Abigail Pereira Ávila (born 27 January 1986) is a Uruguayan artist, actress, vedette, singer, and dancer.

==Biography==
The daughter of Graciela Ávila and Walter Pereira, Abigail Pereira has appeared on several television programs such as El show del mediodía, Bailando por un Sueño 2007, and Yo soy el artista. She was on the cover of the magazine Semanario in 2007.

], in 2007, Pereira managed to change her name on her identity card and passport. In 2013 her birth certificate was rectified in the Civil Registry, where many changes like this are not accepted. In 2009 she suffered a health breakdown.

Currently working for the Telemundo network and residing in Miami, United States, Pereira became the first trans Uruguayan to have permanent resident by extraordinary ability documents as a woman in the United States.
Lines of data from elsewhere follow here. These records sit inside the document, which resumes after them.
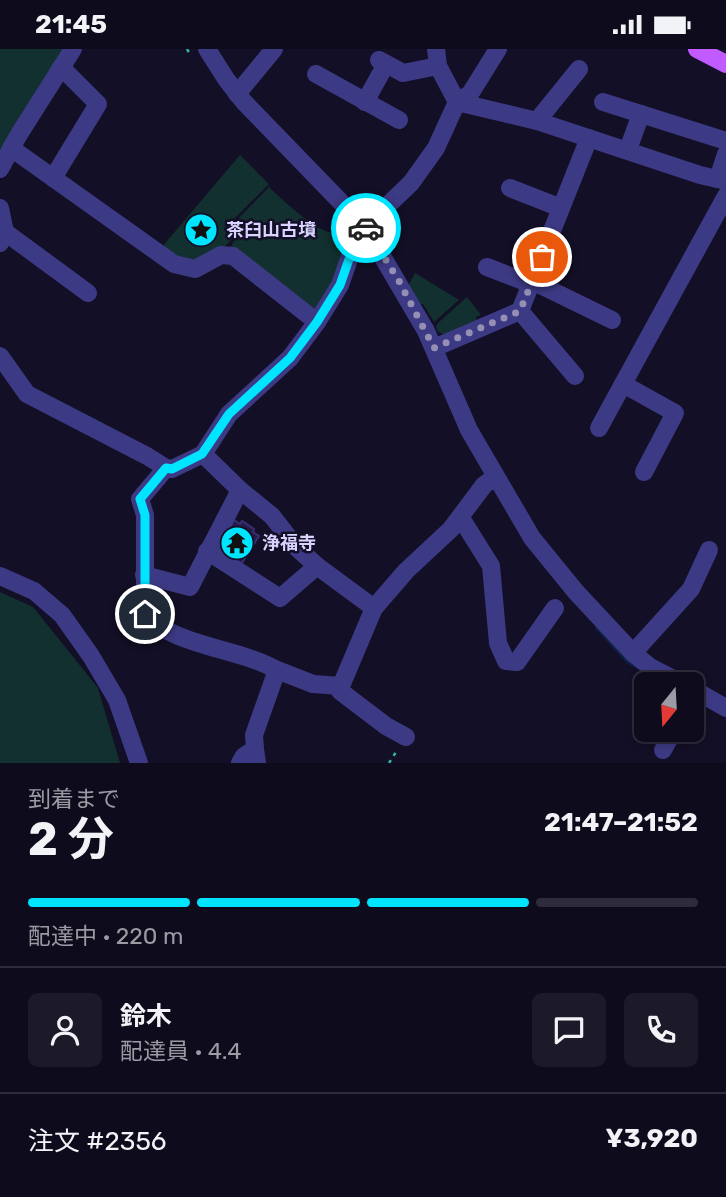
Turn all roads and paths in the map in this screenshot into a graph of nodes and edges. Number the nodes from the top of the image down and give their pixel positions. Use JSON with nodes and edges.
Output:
{"nodes":[{"id":1,"x":73,"y":49,"type":"edge"},
{"id":2,"x":207,"y":49,"type":"edge"},
{"id":3,"x":274,"y":49,"type":"edge"},
{"id":4,"x":498,"y":49,"type":"edge"},
{"id":5,"x":697,"y":49,"type":"edge"},
{"id":6,"x":720,"y":57,"type":"edge"},
{"id":7,"x":437,"y":58,"type":"edge"},
{"id":8,"x":61,"y":67,"type":"junction"},
{"id":9,"x":579,"y":69,"type":"dead end"},
{"id":10,"x":316,"y":75,"type":"dead end"},
{"id":11,"x":237,"y":94,"type":"junction"},
{"id":12,"x":365,"y":102,"type":"junction"},
{"id":13,"x":457,"y":102,"type":"junction"},
{"id":14,"x":603,"y":102,"type":"dead end"},
{"id":15,"x":641,"y":114,"type":"junction"},
{"id":16,"x":399,"y":120,"type":"dead end"},
{"id":17,"x":537,"y":121,"type":"junction"},
{"id":18,"x":589,"y":138,"type":"junction"},
{"id":19,"x":726,"y":141,"type":"edge"},
{"id":20,"x":630,"y":144,"type":"dead end"},
{"id":21,"x":11,"y":148,"type":"junction"},
{"id":22,"x":726,"y":154,"type":"edge"},
{"id":23,"x":0,"y":169,"type":"edge"},
{"id":24,"x":53,"y":178,"type":"junction"},
{"id":25,"x":722,"y":180,"type":"edge"},
{"id":26,"x":510,"y":188,"type":"dead end"},
{"id":27,"x":726,"y":196,"type":"edge"},
{"id":28,"x":0,"y":208,"type":"edge"},
{"id":29,"x":561,"y":208,"type":"junction"},
{"id":30,"x":365,"y":227,"type":"junction"},
{"id":31,"x":3,"y":238,"type":"edge"},
{"id":32,"x":487,"y":267,"type":"dead end"},
{"id":33,"x":532,"y":282,"type":"junction"},
{"id":34,"x":88,"y":293,"type":"dead end"},
{"id":35,"x":520,"y":311,"type":"junction"},
{"id":36,"x":612,"y":320,"type":"dead end"},
{"id":37,"x":317,"y":322,"type":"junction"},
{"id":38,"x":434,"y":348,"type":"junction"},
{"id":39,"x":0,"y":356,"type":"edge"},
{"id":40,"x":575,"y":376,"type":"dead end"},
{"id":41,"x":623,"y":384,"type":"junction"},
{"id":42,"x":599,"y":428,"type":"dead end"},
{"id":43,"x":202,"y":454,"type":"junction"},
{"id":44,"x":166,"y":468,"type":"junction"},
{"id":45,"x":644,"y":472,"type":"dead end"},
{"id":46,"x":489,"y":481,"type":"junction"},
{"id":47,"x":240,"y":490,"type":"junction"},
{"id":48,"x":461,"y":518,"type":"junction"},
{"id":49,"x":709,"y":550,"type":"dead end"},
{"id":50,"x":207,"y":551,"type":"junction"},
{"id":51,"x":317,"y":566,"type":"junction"},
{"id":52,"x":144,"y":575,"type":"junction"},
{"id":53,"x":0,"y":576,"type":"edge"},
{"id":54,"x":374,"y":608,"type":"junction"},
{"id":55,"x":555,"y":608,"type":"dead end"},
{"id":56,"x":633,"y":653,"type":"junction"},
{"id":57,"x":277,"y":670,"type":"junction"},
{"id":58,"x":659,"y":672,"type":"edge"},
{"id":59,"x":341,"y":686,"type":"junction"},
{"id":60,"x":704,"y":697,"type":"edge"},
{"id":61,"x":726,"y":708,"type":"edge"},
{"id":62,"x":406,"y":737,"type":"dead end"},
{"id":63,"x":667,"y":742,"type":"edge"},
{"id":64,"x":663,"y":750,"type":"dead end"},
{"id":65,"x":256,"y":756,"type":"edge"},
{"id":66,"x":139,"y":763,"type":"edge"},
{"id":67,"x":240,"y":763,"type":"edge"}],
"edges":[{"from":1,"to":8,"type":"street"},
{"from":2,"to":11,"type":"street"},
{"from":3,"to":11,"type":"street"},
{"from":4,"to":13,"type":"street"},
{"from":5,"to":6,"type":"main road"},
{"from":7,"to":12,"type":"street"},
{"from":7,"to":13,"type":"street"},
{"from":8,"to":21,"type":"street"},
{"from":8,"to":24,"type":"street"},
{"from":9,"to":17,"type":"street"},
{"from":10,"to":12,"type":"street"},
{"from":11,"to":30,"type":"street"},
{"from":12,"to":16,"type":"street"},
{"from":13,"to":17,"type":"street"},
{"from":13,"to":30,"type":"street"},
{"from":14,"to":15,"type":"street"},
{"from":15,"to":19,"type":"street"},
{"from":15,"to":20,"type":"street"},
{"from":17,"to":18,"type":"street"},
{"from":18,"to":25,"type":"street"},
{"from":18,"to":29,"type":"street"},
{"from":21,"to":23,"type":"street"},
{"from":21,"to":24,"type":"street"},
{"from":22,"to":25,"type":"street"},
{"from":24,"to":37,"type":"street"},
{"from":26,"to":29,"type":"street"},
{"from":27,"to":41,"type":"street"},
{"from":28,"to":31,"type":"street"},
{"from":29,"to":33,"type":"street"},
{"from":30,"to":37,"type":"street"},
{"from":30,"to":38,"type":"street"},
{"from":31,"to":34,"type":"street"},
{"from":32,"to":33,"type":"street"},
{"from":33,"to":35,"type":"street"},
{"from":33,"to":36,"type":"street"},
{"from":35,"to":38,"type":"street"},
{"from":35,"to":40,"type":"street"},
{"from":37,"to":43,"type":"street"},
{"from":38,"to":46,"type":"street"},
{"from":39,"to":44,"type":"street"},
{"from":41,"to":42,"type":"street"},
{"from":41,"to":45,"type":"street"},
{"from":43,"to":44,"type":"street"},
{"from":43,"to":47,"type":"street"},
{"from":44,"to":52,"type":"street"},
{"from":46,"to":48,"type":"street"},
{"from":46,"to":56,"type":"street"},
{"from":47,"to":50,"type":"street"},
{"from":47,"to":51,"type":"street"},
{"from":48,"to":54,"type":"street"},
{"from":48,"to":55,"type":"street"},
{"from":49,"to":56,"type":"street"},
{"from":50,"to":51,"type":"street"},
{"from":50,"to":52,"type":"street"},
{"from":51,"to":54,"type":"street"},
{"from":52,"to":57,"type":"street"},
{"from":53,"to":66,"type":"street"},
{"from":54,"to":59,"type":"street"},
{"from":56,"to":58,"type":"street"},
{"from":57,"to":59,"type":"street"},
{"from":57,"to":65,"type":"street"},
{"from":59,"to":62,"type":"street"},
{"from":60,"to":61,"type":"street"},
{"from":63,"to":64,"type":"street"},
{"from":65,"to":67,"type":"street"}]}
In 2012, she became a spokesperson in ads for the Uruguayan Consular Card (TCU). Pereira was a contestant on Telemundo's Yo Soy El Artista in 2014, and in 2015, she appeared in the Brazilian film Neon Bull.

==Television==
- 2007, Bailando por un sueño
- 2007–2008, El show del mediodía
- 2014, Yo Soy El Artista
- Suelta la sopa
- 2017, Algo contigo
- 2023, El hotel de los famosos (season 2)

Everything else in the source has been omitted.